Stored data entries
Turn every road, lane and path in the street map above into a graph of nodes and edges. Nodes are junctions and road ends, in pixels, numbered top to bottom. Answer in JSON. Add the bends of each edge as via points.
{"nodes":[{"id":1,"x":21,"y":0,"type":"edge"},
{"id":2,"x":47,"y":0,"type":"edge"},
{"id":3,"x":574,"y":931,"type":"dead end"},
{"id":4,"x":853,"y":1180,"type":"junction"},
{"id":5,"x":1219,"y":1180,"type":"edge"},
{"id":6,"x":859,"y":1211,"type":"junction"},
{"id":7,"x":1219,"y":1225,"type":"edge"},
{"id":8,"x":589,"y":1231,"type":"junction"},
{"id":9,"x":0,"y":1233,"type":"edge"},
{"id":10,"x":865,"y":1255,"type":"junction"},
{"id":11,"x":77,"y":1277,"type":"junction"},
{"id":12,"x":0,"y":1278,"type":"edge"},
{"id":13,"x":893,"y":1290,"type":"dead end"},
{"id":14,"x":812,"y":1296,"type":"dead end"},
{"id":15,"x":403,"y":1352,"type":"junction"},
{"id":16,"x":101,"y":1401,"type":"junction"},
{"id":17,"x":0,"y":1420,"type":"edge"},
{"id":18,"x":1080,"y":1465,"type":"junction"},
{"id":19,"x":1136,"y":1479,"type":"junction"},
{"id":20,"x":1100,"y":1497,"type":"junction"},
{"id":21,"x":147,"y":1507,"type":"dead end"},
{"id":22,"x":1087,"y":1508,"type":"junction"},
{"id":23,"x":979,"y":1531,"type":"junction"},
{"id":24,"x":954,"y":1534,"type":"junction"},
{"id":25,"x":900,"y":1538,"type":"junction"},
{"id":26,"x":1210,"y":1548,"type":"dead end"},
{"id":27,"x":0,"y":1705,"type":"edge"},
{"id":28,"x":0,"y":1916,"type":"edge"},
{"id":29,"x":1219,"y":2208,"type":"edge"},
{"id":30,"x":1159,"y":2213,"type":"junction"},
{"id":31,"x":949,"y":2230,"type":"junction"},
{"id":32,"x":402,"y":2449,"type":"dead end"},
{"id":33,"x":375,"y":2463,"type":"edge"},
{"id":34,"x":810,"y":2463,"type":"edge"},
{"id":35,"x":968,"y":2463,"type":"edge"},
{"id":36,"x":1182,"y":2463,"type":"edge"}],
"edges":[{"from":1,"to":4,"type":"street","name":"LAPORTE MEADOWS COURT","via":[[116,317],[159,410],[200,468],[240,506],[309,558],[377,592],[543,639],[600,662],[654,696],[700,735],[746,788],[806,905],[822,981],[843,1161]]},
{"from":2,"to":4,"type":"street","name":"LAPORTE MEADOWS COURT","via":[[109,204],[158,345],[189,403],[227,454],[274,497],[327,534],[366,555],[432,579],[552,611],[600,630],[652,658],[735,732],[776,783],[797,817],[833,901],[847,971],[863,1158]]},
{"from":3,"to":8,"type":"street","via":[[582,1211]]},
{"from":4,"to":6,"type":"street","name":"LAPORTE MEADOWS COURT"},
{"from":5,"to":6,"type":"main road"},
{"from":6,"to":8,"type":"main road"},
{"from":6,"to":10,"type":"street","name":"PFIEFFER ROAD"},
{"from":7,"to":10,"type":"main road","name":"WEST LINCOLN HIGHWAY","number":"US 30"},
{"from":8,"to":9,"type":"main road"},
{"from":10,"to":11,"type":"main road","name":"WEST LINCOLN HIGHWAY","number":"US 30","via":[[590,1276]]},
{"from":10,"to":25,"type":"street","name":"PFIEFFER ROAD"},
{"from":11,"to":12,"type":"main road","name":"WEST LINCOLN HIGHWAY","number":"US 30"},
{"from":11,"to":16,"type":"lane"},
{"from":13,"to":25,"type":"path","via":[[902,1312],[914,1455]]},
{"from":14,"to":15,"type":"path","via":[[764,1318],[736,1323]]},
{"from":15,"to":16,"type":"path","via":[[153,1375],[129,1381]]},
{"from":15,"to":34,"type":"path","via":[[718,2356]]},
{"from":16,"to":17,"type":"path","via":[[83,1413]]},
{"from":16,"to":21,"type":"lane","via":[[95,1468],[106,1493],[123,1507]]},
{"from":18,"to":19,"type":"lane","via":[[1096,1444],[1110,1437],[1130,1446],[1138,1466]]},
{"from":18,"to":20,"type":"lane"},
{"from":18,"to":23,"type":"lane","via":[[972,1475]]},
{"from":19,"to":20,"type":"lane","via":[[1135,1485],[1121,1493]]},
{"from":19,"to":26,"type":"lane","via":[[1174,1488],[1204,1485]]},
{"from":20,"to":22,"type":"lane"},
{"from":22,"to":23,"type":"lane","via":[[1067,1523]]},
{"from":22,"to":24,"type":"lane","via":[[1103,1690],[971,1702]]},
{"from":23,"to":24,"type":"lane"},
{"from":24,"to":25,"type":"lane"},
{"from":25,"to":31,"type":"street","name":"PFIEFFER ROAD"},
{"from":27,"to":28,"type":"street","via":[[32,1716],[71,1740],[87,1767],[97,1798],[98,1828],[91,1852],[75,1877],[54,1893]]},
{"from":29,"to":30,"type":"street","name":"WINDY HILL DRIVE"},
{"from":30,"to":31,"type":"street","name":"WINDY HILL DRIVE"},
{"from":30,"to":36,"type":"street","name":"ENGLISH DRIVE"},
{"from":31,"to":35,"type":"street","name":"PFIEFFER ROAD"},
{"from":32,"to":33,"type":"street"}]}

▶ **WORK TO BE COMPLETED**
Your reply should hold every line from the data that contains "PFIEFFER", copied in full.

▶ **WRITTEN REPLY**
{"from":6,"to":10,"type":"street","name":"PFIEFFER ROAD"},
{"from":10,"to":25,"type":"street","name":"PFIEFFER ROAD"},
{"from":25,"to":31,"type":"street","name":"PFIEFFER ROAD"},
{"from":31,"to":35,"type":"street","name":"PFIEFFER ROAD"},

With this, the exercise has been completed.